The government on Tuesday launched its scaled down direct cash transfer in 20 districts, including two in the national capital.
The government seems to be approaching its game-changer scheme cautiously, as Planning Commission Deputy Chairman Montek Singh Ahluwalia defended the watering down of the initiative saying the phased roll-out was aimed at demonstrating the feasibility of the technology.
“It is good that the scheme is being launched in a phased manner ... Let us demonstrate that the technology works,” he was quoted as saying in a PTI report.
The states and Union territories (UTs) where the scheme was launched were Karnataka, Andhra Pradesh, Delhi, Rajasthan, Madhya Pradesh and Punjab and UTs of Puducherry, Chandigarh and Daman and Diu.

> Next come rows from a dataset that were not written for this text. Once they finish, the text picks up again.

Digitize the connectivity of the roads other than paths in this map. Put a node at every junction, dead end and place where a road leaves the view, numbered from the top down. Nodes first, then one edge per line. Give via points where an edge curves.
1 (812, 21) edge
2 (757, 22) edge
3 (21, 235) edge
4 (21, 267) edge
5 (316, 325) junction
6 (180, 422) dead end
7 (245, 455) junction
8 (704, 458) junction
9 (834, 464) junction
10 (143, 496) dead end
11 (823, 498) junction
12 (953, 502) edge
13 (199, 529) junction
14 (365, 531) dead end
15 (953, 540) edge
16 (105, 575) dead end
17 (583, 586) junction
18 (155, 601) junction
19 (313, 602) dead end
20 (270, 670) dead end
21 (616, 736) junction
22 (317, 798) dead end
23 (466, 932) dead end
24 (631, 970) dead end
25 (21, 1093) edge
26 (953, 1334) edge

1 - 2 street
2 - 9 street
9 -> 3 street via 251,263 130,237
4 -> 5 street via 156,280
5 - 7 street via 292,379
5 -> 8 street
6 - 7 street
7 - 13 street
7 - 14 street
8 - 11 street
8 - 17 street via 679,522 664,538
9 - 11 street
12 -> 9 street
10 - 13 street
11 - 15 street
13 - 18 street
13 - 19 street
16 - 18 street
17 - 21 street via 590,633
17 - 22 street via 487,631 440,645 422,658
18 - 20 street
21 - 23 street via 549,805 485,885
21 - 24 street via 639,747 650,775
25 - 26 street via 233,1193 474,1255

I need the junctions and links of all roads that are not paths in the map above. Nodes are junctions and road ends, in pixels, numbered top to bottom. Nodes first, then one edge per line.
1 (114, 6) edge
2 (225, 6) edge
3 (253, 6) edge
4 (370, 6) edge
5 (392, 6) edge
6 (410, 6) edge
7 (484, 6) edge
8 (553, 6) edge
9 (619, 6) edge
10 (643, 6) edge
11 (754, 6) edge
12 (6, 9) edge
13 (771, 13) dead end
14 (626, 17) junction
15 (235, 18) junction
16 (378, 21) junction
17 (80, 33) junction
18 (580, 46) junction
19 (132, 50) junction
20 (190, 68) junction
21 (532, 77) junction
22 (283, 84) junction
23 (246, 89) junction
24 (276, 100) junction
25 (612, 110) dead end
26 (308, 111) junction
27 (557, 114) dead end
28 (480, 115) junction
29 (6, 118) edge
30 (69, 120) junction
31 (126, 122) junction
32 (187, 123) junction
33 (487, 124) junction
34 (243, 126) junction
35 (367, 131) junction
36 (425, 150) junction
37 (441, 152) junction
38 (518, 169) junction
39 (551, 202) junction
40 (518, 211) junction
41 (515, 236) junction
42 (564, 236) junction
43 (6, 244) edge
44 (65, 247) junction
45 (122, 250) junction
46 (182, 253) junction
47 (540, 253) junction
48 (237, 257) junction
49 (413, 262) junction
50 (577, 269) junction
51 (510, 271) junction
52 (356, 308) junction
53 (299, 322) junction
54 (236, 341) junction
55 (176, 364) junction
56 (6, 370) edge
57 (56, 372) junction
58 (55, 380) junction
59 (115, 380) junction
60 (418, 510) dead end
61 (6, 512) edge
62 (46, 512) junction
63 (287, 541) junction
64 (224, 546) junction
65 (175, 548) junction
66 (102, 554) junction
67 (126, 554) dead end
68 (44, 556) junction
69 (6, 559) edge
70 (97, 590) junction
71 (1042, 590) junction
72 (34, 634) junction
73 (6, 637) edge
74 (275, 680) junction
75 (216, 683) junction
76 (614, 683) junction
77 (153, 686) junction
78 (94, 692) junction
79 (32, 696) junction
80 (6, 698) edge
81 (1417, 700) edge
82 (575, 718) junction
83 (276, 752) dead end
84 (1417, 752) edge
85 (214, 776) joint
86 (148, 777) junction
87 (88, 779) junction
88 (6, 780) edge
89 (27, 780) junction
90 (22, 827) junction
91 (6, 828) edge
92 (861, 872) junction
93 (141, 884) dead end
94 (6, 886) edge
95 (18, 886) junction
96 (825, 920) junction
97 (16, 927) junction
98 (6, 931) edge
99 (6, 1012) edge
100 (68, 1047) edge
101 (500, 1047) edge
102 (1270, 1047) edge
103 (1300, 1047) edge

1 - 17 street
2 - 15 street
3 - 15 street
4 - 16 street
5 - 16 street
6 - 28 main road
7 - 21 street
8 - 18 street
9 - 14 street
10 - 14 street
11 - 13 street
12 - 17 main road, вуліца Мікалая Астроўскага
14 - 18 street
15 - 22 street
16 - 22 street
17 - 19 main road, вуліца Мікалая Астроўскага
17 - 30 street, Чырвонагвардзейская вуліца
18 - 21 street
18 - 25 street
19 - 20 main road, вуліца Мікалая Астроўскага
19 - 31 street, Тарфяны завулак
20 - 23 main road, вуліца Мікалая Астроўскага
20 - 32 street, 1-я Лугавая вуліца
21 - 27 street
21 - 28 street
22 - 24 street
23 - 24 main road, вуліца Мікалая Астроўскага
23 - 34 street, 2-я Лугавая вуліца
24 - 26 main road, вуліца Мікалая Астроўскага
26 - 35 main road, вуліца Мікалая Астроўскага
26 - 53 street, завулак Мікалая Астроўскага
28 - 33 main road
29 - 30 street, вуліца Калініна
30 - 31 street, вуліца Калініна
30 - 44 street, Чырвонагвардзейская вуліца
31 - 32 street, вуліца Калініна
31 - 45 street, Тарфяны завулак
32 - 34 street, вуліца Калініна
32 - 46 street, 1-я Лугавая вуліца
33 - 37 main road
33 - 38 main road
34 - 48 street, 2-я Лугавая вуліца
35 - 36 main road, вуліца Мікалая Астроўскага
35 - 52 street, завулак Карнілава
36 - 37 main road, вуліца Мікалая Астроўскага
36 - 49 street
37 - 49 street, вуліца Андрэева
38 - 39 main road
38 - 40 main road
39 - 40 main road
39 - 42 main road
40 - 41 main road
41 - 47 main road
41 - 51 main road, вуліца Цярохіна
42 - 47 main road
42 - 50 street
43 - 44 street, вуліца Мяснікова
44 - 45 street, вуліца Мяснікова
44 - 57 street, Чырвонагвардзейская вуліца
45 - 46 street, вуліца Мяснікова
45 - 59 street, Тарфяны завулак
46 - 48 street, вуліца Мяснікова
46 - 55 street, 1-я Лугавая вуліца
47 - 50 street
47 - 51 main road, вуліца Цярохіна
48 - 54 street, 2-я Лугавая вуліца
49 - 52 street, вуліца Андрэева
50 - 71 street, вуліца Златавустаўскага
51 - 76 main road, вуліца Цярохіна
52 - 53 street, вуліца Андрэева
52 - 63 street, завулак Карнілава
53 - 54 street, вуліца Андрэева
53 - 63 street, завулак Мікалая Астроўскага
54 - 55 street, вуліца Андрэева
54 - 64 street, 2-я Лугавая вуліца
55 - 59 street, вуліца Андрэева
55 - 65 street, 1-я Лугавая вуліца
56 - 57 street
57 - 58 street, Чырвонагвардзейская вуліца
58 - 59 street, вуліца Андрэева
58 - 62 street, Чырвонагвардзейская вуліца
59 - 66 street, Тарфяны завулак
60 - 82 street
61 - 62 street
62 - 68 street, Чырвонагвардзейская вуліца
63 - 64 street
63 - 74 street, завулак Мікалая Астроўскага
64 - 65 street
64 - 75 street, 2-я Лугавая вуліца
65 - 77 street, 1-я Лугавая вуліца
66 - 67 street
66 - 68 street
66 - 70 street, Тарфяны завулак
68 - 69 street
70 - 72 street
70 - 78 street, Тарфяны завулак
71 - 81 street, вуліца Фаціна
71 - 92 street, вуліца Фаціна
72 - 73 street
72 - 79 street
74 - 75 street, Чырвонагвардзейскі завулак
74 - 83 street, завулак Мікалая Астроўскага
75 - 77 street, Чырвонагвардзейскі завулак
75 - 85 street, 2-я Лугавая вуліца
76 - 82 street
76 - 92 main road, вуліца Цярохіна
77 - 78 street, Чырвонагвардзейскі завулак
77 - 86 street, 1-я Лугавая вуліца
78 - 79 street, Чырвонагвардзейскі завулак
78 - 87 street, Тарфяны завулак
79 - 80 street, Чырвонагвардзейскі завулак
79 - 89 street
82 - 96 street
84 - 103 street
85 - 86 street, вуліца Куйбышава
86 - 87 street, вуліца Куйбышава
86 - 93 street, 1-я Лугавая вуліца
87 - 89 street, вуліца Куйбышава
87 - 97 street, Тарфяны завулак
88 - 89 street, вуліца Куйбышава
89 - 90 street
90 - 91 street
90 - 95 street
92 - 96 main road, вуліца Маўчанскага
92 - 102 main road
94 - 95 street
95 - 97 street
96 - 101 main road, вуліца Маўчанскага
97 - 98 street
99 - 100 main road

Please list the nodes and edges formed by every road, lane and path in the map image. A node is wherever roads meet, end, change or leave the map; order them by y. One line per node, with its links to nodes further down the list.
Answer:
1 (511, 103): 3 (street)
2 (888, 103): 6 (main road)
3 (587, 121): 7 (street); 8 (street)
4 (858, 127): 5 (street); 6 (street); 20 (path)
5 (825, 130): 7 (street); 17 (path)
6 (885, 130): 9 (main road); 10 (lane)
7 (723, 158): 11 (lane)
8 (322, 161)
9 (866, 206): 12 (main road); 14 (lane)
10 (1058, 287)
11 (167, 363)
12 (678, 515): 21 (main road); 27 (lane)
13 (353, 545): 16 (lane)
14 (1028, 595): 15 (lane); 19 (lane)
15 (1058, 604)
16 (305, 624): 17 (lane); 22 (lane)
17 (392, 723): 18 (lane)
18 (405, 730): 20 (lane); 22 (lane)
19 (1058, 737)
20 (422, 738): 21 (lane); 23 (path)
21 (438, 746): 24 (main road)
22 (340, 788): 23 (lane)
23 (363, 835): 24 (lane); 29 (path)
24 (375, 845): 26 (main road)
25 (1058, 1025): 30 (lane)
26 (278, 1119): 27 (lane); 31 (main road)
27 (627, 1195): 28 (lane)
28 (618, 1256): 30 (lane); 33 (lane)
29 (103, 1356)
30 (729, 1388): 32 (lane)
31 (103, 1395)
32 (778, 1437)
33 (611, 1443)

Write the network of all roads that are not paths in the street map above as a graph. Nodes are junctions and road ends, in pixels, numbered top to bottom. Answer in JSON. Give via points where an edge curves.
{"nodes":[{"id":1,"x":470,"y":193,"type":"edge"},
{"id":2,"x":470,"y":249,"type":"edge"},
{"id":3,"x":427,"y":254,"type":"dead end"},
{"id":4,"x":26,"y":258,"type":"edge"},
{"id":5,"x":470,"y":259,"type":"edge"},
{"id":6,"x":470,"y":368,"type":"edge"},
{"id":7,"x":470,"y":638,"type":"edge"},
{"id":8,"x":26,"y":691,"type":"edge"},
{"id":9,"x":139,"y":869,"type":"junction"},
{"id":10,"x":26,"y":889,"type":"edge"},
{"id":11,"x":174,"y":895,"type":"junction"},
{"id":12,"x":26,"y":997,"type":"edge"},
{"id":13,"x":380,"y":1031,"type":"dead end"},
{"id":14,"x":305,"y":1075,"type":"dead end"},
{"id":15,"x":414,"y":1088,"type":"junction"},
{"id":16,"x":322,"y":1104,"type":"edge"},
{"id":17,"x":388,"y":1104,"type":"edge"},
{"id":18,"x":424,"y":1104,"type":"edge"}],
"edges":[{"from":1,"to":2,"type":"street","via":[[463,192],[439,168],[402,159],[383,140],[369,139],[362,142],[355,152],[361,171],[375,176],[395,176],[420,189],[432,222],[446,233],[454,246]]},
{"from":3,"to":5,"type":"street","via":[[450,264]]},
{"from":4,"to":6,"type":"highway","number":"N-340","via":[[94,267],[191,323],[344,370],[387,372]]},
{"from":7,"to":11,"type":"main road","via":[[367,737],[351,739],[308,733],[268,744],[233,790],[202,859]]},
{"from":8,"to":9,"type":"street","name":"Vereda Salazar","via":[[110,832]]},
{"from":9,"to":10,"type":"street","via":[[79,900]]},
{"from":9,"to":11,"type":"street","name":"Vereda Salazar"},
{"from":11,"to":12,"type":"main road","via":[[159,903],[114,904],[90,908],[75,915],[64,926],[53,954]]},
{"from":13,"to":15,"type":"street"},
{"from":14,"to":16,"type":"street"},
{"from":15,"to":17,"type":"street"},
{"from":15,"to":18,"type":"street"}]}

According to a report in the Economic Times, the government undertook 1,980 transactions transferring over Rs 35.45 lakh into accounts of beneficiaries with Aadhaar or Unique Identity numbers.
The total amount transferred, however, is not known because there were beneficiaries who did not have Aadhaar numbers yet.
Though the earlier plan was to make Aadhaar mandatory for cash transfer, the government on Monday said it is making a compromise on this.
“Over the next few days or weeks, we will aim at 100% penetration of Aadhaar beneficiaries...whether there is Aadhaar card or not money will be credited, money will be withdrawn,” Finance Minister P Chidambaram said at a press conference.
The compromise seems to be a recipe for disaster as transferring cash without any identity is likely to undermine the very objective of the scheme—plugging the leakages.
In that case, the government is just handing over a stick to the critics of the scheme.